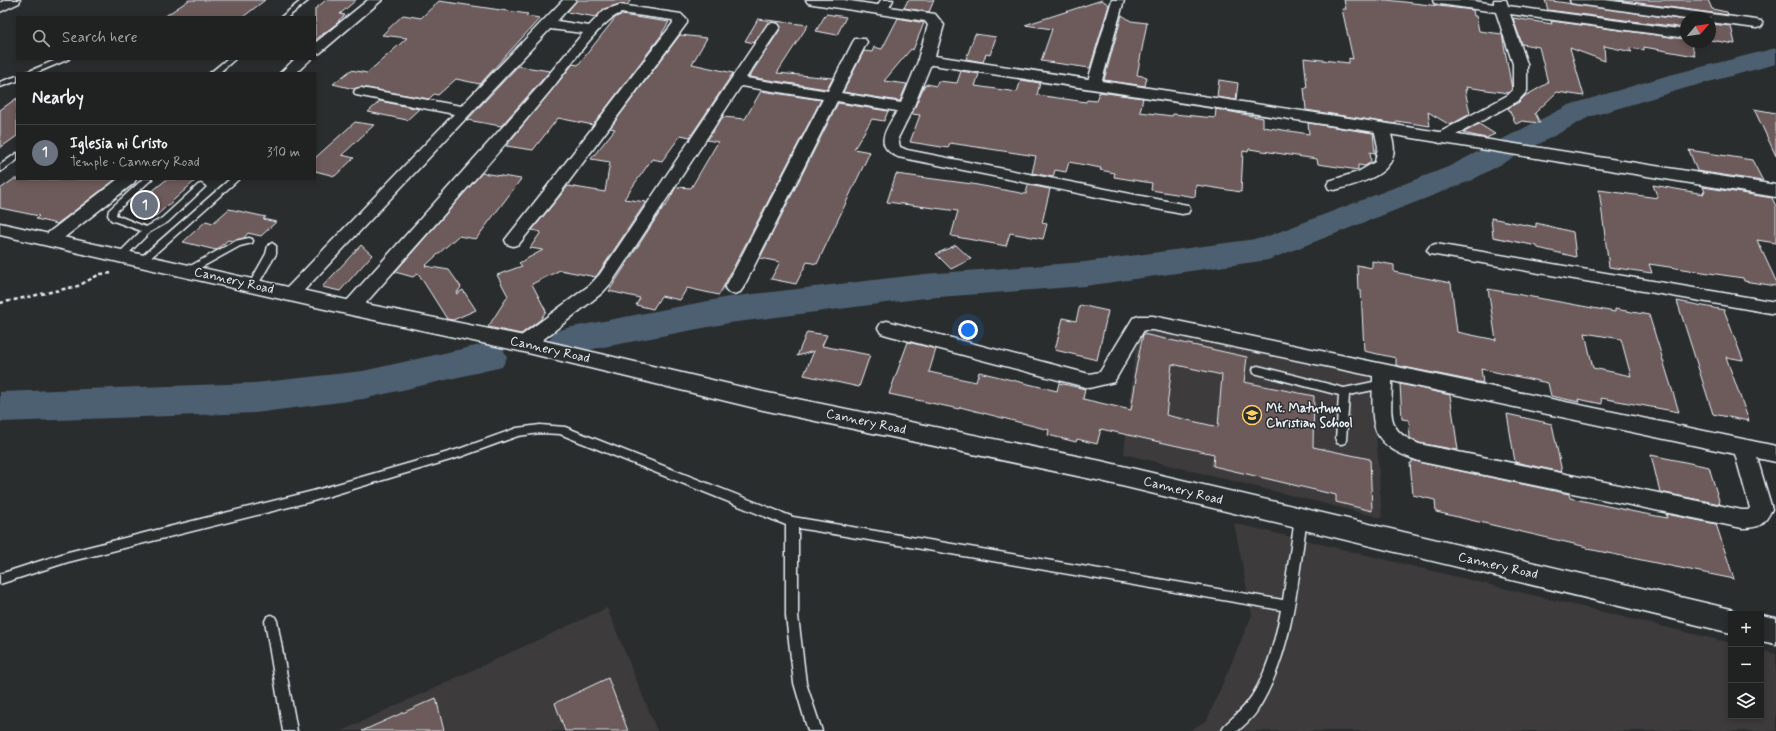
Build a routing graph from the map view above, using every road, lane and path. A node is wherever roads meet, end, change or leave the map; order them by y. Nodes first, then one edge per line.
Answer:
1 (14, 0) edge
2 (306, 0) edge
3 (376, 0) edge
4 (570, 0) edge
5 (813, 0) edge
6 (1118, 0) edge
7 (1439, 0) edge
8 (1576, 0) edge
9 (1501, 4) edge
10 (884, 5) edge
11 (0, 8) edge
12 (1680, 14) edge
13 (285, 16) edge
14 (1716, 19) edge
15 (546, 24) junction
16 (1756, 24) dead end
17 (773, 27) dead end
18 (592, 30) junction
19 (1680, 33) edge
20 (860, 42) dead end
21 (316, 49) edge
22 (926, 58) junction
23 (62, 60) edge
24 (230, 60) edge
25 (303, 60) edge
26 (32, 72) edge
27 (215, 72) edge
28 (288, 72) edge
29 (16, 78) edge
30 (737, 81) junction
31 (1094, 84) junction
32 (0, 85) edge
33 (361, 92) dead end
34 (833, 97) junction
35 (906, 108) junction
36 (464, 111) junction
37 (1382, 128) junction
38 (1440, 138) junction
39 (16, 157) edge
40 (0, 169) edge
41 (127, 180) edge
42 (147, 180) edge
43 (234, 180) edge
44 (1335, 185) dead end
45 (201, 187) dead end
46 (1776, 191) edge
47 (1182, 209) dead end
48 (0, 229) edge
49 (147, 230) junction
50 (50, 240) junction
51 (513, 240) dead end
52 (249, 241) dead end
53 (272, 246) dead end
54 (1436, 250) dead end
55 (128, 263) junction
56 (188, 271) junction
57 (253, 286) junction
58 (734, 288) dead end
59 (291, 294) junction
60 (0, 303) edge
61 (351, 308) junction
62 (1776, 308) edge
63 (887, 328) dead end
64 (524, 344) junction
65 (1258, 370) dead end
66 (1382, 377) junction
67 (1344, 392) junction
68 (1341, 440) dead end
69 (1743, 447) junction
70 (1776, 454) edge
71 (1301, 520) junction
72 (792, 522) junction
73 (0, 579) edge
74 (1287, 606) junction
75 (1728, 620) edge
76 (272, 621) dead end
77 (1764, 629) edge
78 (1776, 631) edge
79 (290, 731) edge
80 (815, 731) edge
81 (1229, 731) edge

1 - 11 street
2 - 13 lane
3 - 21 street
4 - 15 street
5 - 10 main road
6 - 31 street
7 - 9 street
8 - 12 street
9 - 19 street
9 - 38 street
10 - 22 main road
14 - 16 street
15 - 18 street
15 - 36 street
17 - 30 street
18 - 51 street
18 - 61 street
20 - 34 street
22 - 31 main road
22 - 35 street
23 - 26 lane
24 - 27 lane
25 - 28 street
29 - 32 lane
30 - 34 street
30 - 64 street
31 - 37 main road
33 - 36 street
34 - 35 street
34 - 58 street
35 - 47 street
36 - 59 street
37 - 38 main road
37 - 44 street
38 - 46 main road
39 - 40 lane
41 - 50 street
42 - 49 lane
43 - 55 lane
45 - 49 lane
48 - 50 main road, Cannery Road
49 - 55 lane
50 - 55 main road, Cannery Road
52 - 56 lane
53 - 57 lane
54 - 62 street
55 - 56 main road, Cannery Road
55 - 60 path
56 - 57 main road, Cannery Road
57 - 59 main road, Cannery Road
59 - 61 main road, Cannery Road
61 - 64 main road, Cannery Road
63 - 66 street
64 - 71 main road, Cannery Road
65 - 67 lane
66 - 67 lane
66 - 69 street
66 - 69 street
67 - 68 lane
69 - 70 street
71 - 74 lane
71 - 75 main road, Cannery Road
72 - 73 lane
72 - 74 lane
72 - 80 lane
74 - 81 lane
76 - 79 lane
77 - 78 main road

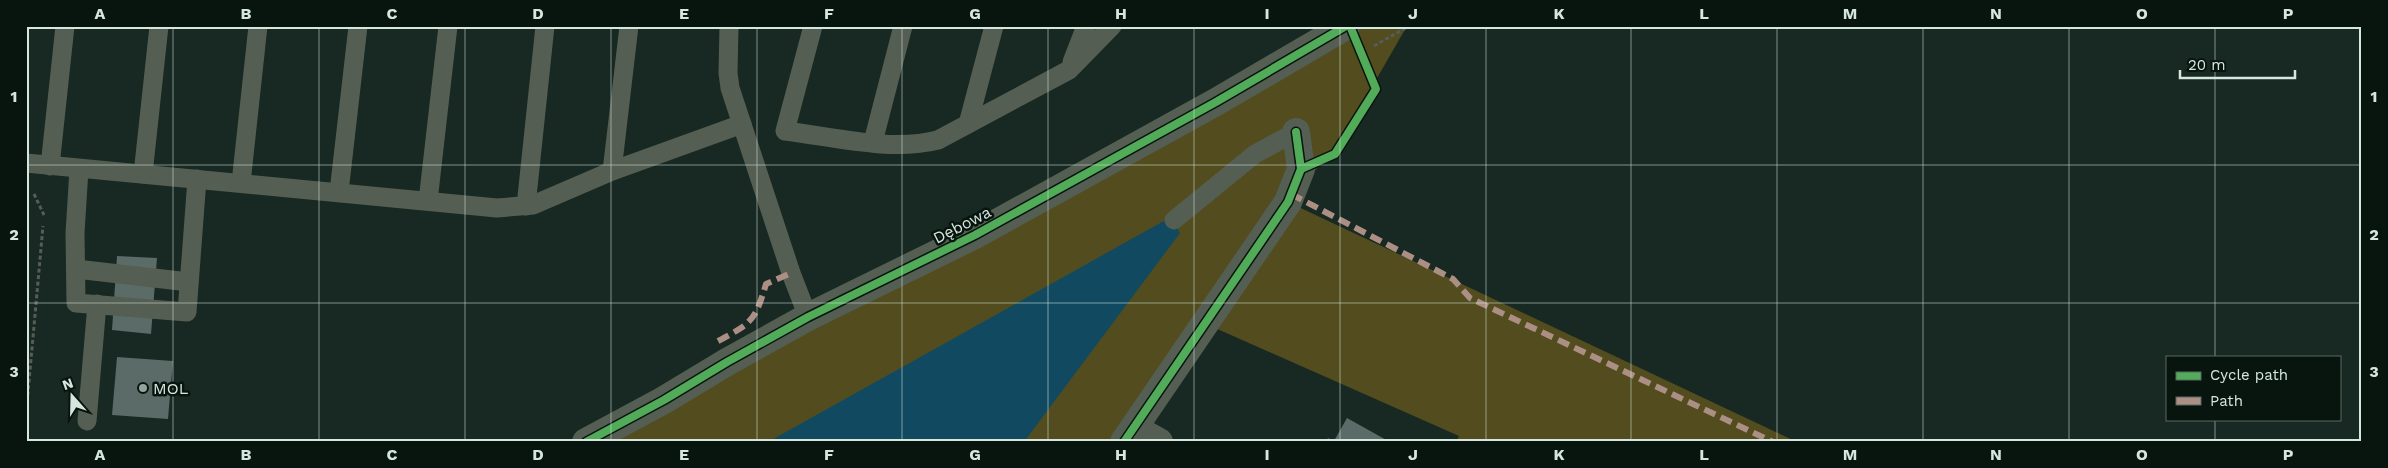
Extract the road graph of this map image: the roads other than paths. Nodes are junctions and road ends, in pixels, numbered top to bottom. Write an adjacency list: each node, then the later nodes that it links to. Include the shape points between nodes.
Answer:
1 (65, 26): 21 (lane)
2 (159, 26): 24 (lane)
3 (258, 26): 26 (lane)
4 (358, 26): 27 (lane)
5 (448, 26): 28 (lane)
6 (545, 26): 29 (lane)
7 (629, 26): 23 (lane)
8 (729, 26): 16 (lane, via 728,74)
9 (813, 26): 19 (lane, via 786,131)
10 (902, 26): 19 (lane)
11 (994, 26): 17 (lane)
12 (1086, 26): 15 (lane)
13 (1112, 26): 15 (lane)
14 (1346, 26): 34 (street, Dębowa, via 975,235)
15 (1070, 70): 17 (lane)
16 (742, 124): 23 (lane); 34 (lane)
17 (968, 124): 19 (lane, via 938,140 918,145)
18 (1296, 132): 30 (lane, via 1254,154); 36 (street, via 1301,169 1288,202)
19 (874, 142)
20 (26, 163): 21 (lane)
21 (50, 166): 22 (lane)
22 (78, 168): 24 (lane); 31 (lane)
23 (612, 171): 29 (lane, via 533,206)
24 (143, 174): 25 (lane)
25 (197, 179): 26 (lane); 32 (lane)
26 (241, 183): 27 (lane)
27 (339, 192): 28 (lane)
28 (428, 201): 29 (lane, via 497,208)
29 (526, 206)
30 (1174, 220)
31 (76, 269): 32 (lane); 33 (lane, via 76,302)
32 (189, 282): 33 (lane, via 187,312)
33 (97, 304): 35 (lane)
34 (808, 316): 37 (street, Dębowa)
35 (87, 421)
36 (1129, 435): 38 (street)
37 (586, 442)
38 (1159, 442)

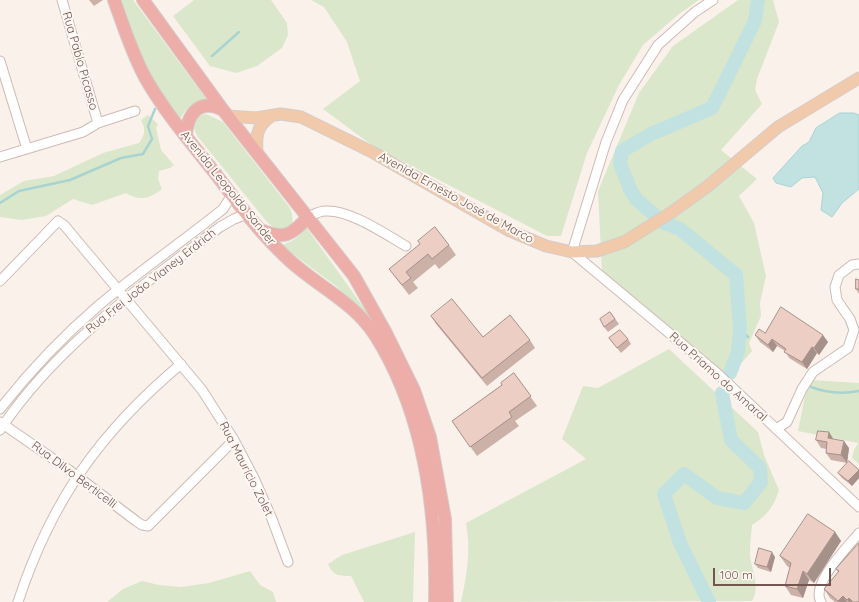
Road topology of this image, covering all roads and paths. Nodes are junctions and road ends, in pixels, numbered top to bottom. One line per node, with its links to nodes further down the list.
1 (62, 0): 10 (street, Rua Pablo Picasso)
2 (114, 0): 11 (highway, Avenida Leopoldo Sander)
3 (142, 0): 8 (highway)
4 (713, 0): 20 (street)
5 (0, 61): 12 (street)
6 (859, 78): 20 (main road, Avenida Ernesto José de Marco)
7 (135, 112): 10 (street)
8 (226, 113): 9 (main road, Avenida Ernesto José de Marco); 11 (highway); 13 (highway)
9 (271, 116): 13 (main road); 20 (main road, Avenida Ernesto José de Marco)
10 (98, 123): 12 (street)
11 (186, 136): 15 (highway, Avenida Leopoldo Sander)
12 (27, 149): 14 (street)
13 (256, 153): 17 (highway)
14 (0, 157)
15 (232, 195): 16 (highway, Avenida Leopoldo Sander); 23 (street, Rua Frei João Vianey Erdrich)
16 (247, 214): 18 (highway, Avenida Leopoldo Sander); 24 (street, Rua Frei João Vianey Erdrich)
17 (308, 217): 18 (highway); 19 (street); 36 (highway)
18 (260, 230): 35 (highway, Avenida Leopoldo Sander)
19 (406, 246)
20 (572, 252): 28 (street, Rua Priamo do Amaral)
21 (859, 264): 28 (street)
22 (0, 281): 23 (street, Rua Maurício Zolet)
23 (118, 290): 24 (street, Rua Maurício Zolet); 26 (street, Rua Frei João Vianey Erdrich)
24 (125, 299): 25 (street, Rua Maurício Zolet); 27 (street, Rua Frei João Vianey Erdrich)
25 (181, 364): 29 (street, Rua Maurício Zolet); 30 (street)
26 (0, 409)
27 (1, 425): 30 (street, Rua Dilvo Berticelli)
28 (776, 429): 31 (street, Rua Priamo do Amaral)
29 (234, 440): 30 (street, Rua Dilvo Berticelli); 33 (street, Rua Maurício Zolet)
30 (77, 477): 34 (street)
31 (859, 507)
32 (859, 533): 37 (street)
33 (288, 562)
34 (18, 602)
35 (435, 602)
36 (447, 602)
37 (821, 602)

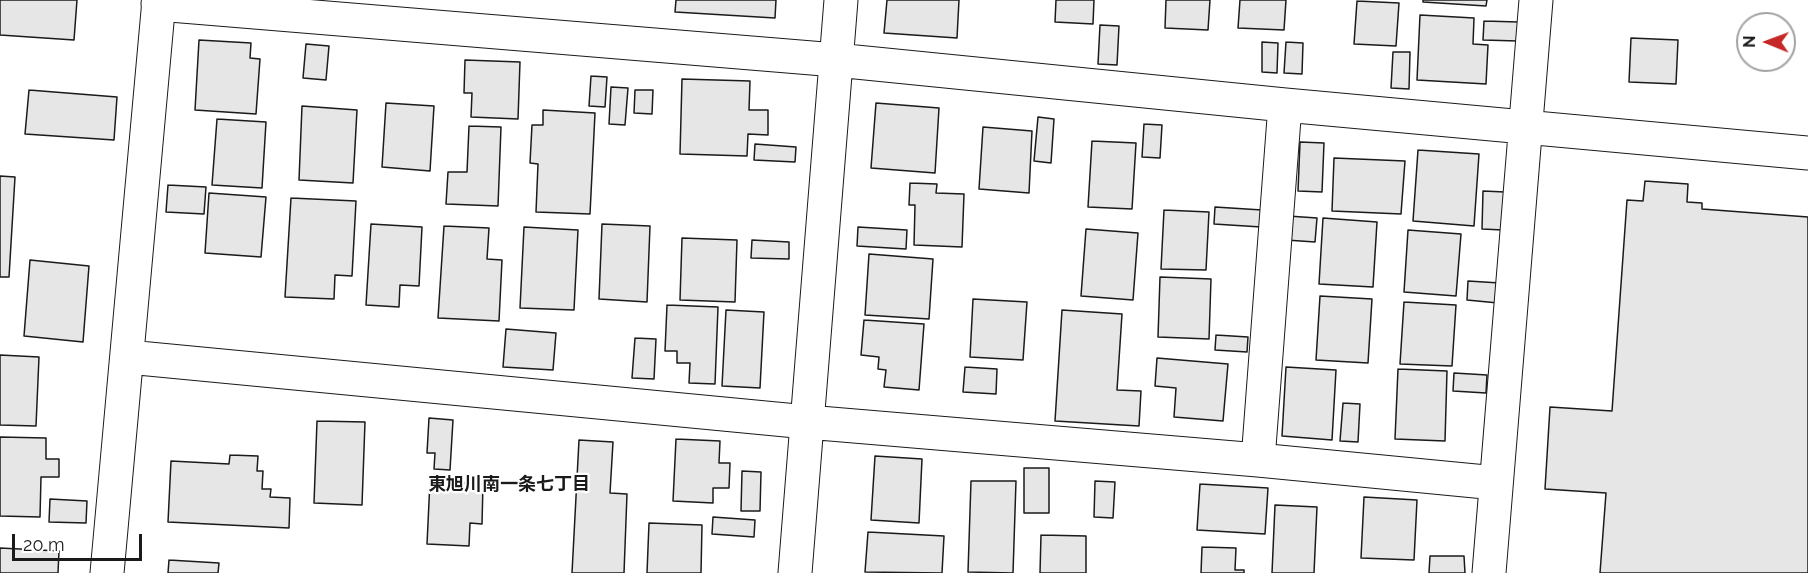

- - - - -

Write out the records above once more, word for word, with no pictures.

▶ _Output below_:
Build a routing graph from the map view above, using every road, lane and path. A node is wherever roads meet, end, change or leave the map; order them by y. Nodes first, then one edge per line.
Answer:
1 (14, 0) edge
2 (306, 0) edge
3 (376, 0) edge
4 (570, 0) edge
5 (813, 0) edge
6 (1118, 0) edge
7 (1439, 0) edge
8 (1576, 0) edge
9 (1501, 4) edge
10 (884, 5) edge
11 (0, 8) edge
12 (1680, 14) edge
13 (285, 16) edge
14 (1716, 19) edge
15 (546, 24) junction
16 (1756, 24) dead end
17 (773, 27) dead end
18 (592, 30) junction
19 (1680, 33) edge
20 (860, 42) dead end
21 (316, 49) edge
22 (926, 58) junction
23 (62, 60) edge
24 (230, 60) edge
25 (303, 60) edge
26 (32, 72) edge
27 (215, 72) edge
28 (288, 72) edge
29 (16, 78) edge
30 (737, 81) junction
31 (1094, 84) junction
32 (0, 85) edge
33 (361, 92) dead end
34 (833, 97) junction
35 (906, 108) junction
36 (464, 111) junction
37 (1382, 128) junction
38 (1440, 138) junction
39 (16, 157) edge
40 (0, 169) edge
41 (127, 180) edge
42 (147, 180) edge
43 (234, 180) edge
44 (1335, 185) dead end
45 (201, 187) dead end
46 (1776, 191) edge
47 (1182, 209) dead end
48 (0, 229) edge
49 (147, 230) junction
50 (50, 240) junction
51 (513, 240) dead end
52 (249, 241) dead end
53 (272, 246) dead end
54 (1436, 250) dead end
55 (128, 263) junction
56 (188, 271) junction
57 (253, 286) junction
58 (734, 288) dead end
59 (291, 294) junction
60 (0, 303) edge
61 (351, 308) junction
62 (1776, 308) edge
63 (887, 328) dead end
64 (524, 344) junction
65 (1258, 370) dead end
66 (1382, 377) junction
67 (1344, 392) junction
68 (1341, 440) dead end
69 (1743, 447) junction
70 (1776, 454) edge
71 (1301, 520) junction
72 (792, 522) junction
73 (0, 579) edge
74 (1287, 606) junction
75 (1728, 620) edge
76 (272, 621) dead end
77 (1764, 629) edge
78 (1776, 631) edge
79 (290, 731) edge
80 (815, 731) edge
81 (1229, 731) edge

1 - 11 street
2 - 13 lane
3 - 21 street
4 - 15 street
5 - 10 main road
6 - 31 street
7 - 9 street
8 - 12 street
9 - 19 street
9 - 38 street
10 - 22 main road
14 - 16 street
15 - 18 street
15 - 36 street
17 - 30 street
18 - 51 street
18 - 61 street
20 - 34 street
22 - 31 main road
22 - 35 street
23 - 26 lane
24 - 27 lane
25 - 28 street
29 - 32 lane
30 - 34 street
30 - 64 street
31 - 37 main road
33 - 36 street
34 - 35 street
34 - 58 street
35 - 47 street
36 - 59 street
37 - 38 main road
37 - 44 street
38 - 46 main road
39 - 40 lane
41 - 50 street
42 - 49 lane
43 - 55 lane
45 - 49 lane
48 - 50 main road, Cannery Road
49 - 55 lane
50 - 55 main road, Cannery Road
52 - 56 lane
53 - 57 lane
54 - 62 street
55 - 56 main road, Cannery Road
55 - 60 path
56 - 57 main road, Cannery Road
57 - 59 main road, Cannery Road
59 - 61 main road, Cannery Road
61 - 64 main road, Cannery Road
63 - 66 street
64 - 71 main road, Cannery Road
65 - 67 lane
66 - 67 lane
66 - 69 street
66 - 69 street
67 - 68 lane
69 - 70 street
71 - 74 lane
71 - 75 main road, Cannery Road
72 - 73 lane
72 - 74 lane
72 - 80 lane
74 - 81 lane
76 - 79 lane
77 - 78 main road

Extract the road graph of this map image: the roads other than paths. Nodes are junctions and road ends, in pixels, numbered top to bottom. Write an adjacency list: each node, then the later nodes that it links to. Include the shape points between nodes.
Answer:
1 (65, 26): 21 (lane)
2 (159, 26): 24 (lane)
3 (258, 26): 26 (lane)
4 (358, 26): 27 (lane)
5 (448, 26): 28 (lane)
6 (545, 26): 29 (lane)
7 (629, 26): 23 (lane)
8 (729, 26): 16 (lane, via 728,74)
9 (813, 26): 19 (lane, via 786,131)
10 (902, 26): 19 (lane)
11 (994, 26): 17 (lane)
12 (1086, 26): 15 (lane)
13 (1112, 26): 15 (lane)
14 (1346, 26): 34 (street, Dębowa, via 975,235)
15 (1070, 70): 17 (lane)
16 (742, 124): 23 (lane); 34 (lane)
17 (968, 124): 19 (lane, via 938,140 918,145)
18 (1296, 132): 30 (lane, via 1254,154); 36 (street, via 1301,169 1288,202)
19 (874, 142)
20 (26, 163): 21 (lane)
21 (50, 166): 22 (lane)
22 (78, 168): 24 (lane); 31 (lane)
23 (612, 171): 29 (lane, via 533,206)
24 (143, 174): 25 (lane)
25 (197, 179): 26 (lane); 32 (lane)
26 (241, 183): 27 (lane)
27 (339, 192): 28 (lane)
28 (428, 201): 29 (lane, via 497,208)
29 (526, 206)
30 (1174, 220)
31 (76, 269): 32 (lane); 33 (lane, via 76,302)
32 (189, 282): 33 (lane, via 187,312)
33 (97, 304): 35 (lane)
34 (808, 316): 37 (street, Dębowa)
35 (87, 421)
36 (1129, 435): 38 (street)
37 (586, 442)
38 (1159, 442)

Road topology of this image, covering all roads and paths. Nodes are junctions and road ends, in pixels, numbered top to bottom. One line per node, with its links to nodes further down the list.
1 (62, 0): 10 (street, Rua Pablo Picasso)
2 (114, 0): 11 (highway, Avenida Leopoldo Sander)
3 (142, 0): 8 (highway)
4 (713, 0): 20 (street)
5 (0, 61): 12 (street)
6 (859, 78): 20 (main road, Avenida Ernesto José de Marco)
7 (135, 112): 10 (street)
8 (226, 113): 9 (main road, Avenida Ernesto José de Marco); 11 (highway); 13 (highway)
9 (271, 116): 13 (main road); 20 (main road, Avenida Ernesto José de Marco)
10 (98, 123): 12 (street)
11 (186, 136): 15 (highway, Avenida Leopoldo Sander)
12 (27, 149): 14 (street)
13 (256, 153): 17 (highway)
14 (0, 157)
15 (232, 195): 16 (highway, Avenida Leopoldo Sander); 23 (street, Rua Frei João Vianey Erdrich)
16 (247, 214): 18 (highway, Avenida Leopoldo Sander); 24 (street, Rua Frei João Vianey Erdrich)
17 (308, 217): 18 (highway); 19 (street); 36 (highway)
18 (260, 230): 35 (highway, Avenida Leopoldo Sander)
19 (406, 246)
20 (572, 252): 28 (street, Rua Priamo do Amaral)
21 (859, 264): 28 (street)
22 (0, 281): 23 (street, Rua Maurício Zolet)
23 (118, 290): 24 (street, Rua Maurício Zolet); 26 (street, Rua Frei João Vianey Erdrich)
24 (125, 299): 25 (street, Rua Maurício Zolet); 27 (street, Rua Frei João Vianey Erdrich)
25 (181, 364): 29 (street, Rua Maurício Zolet); 30 (street)
26 (0, 409)
27 (1, 425): 30 (street, Rua Dilvo Berticelli)
28 (776, 429): 31 (street, Rua Priamo do Amaral)
29 (234, 440): 30 (street, Rua Dilvo Berticelli); 33 (street, Rua Maurício Zolet)
30 (77, 477): 34 (street)
31 (859, 507)
32 (859, 533): 37 (street)
33 (288, 562)
34 (18, 602)
35 (435, 602)
36 (447, 602)
37 (821, 602)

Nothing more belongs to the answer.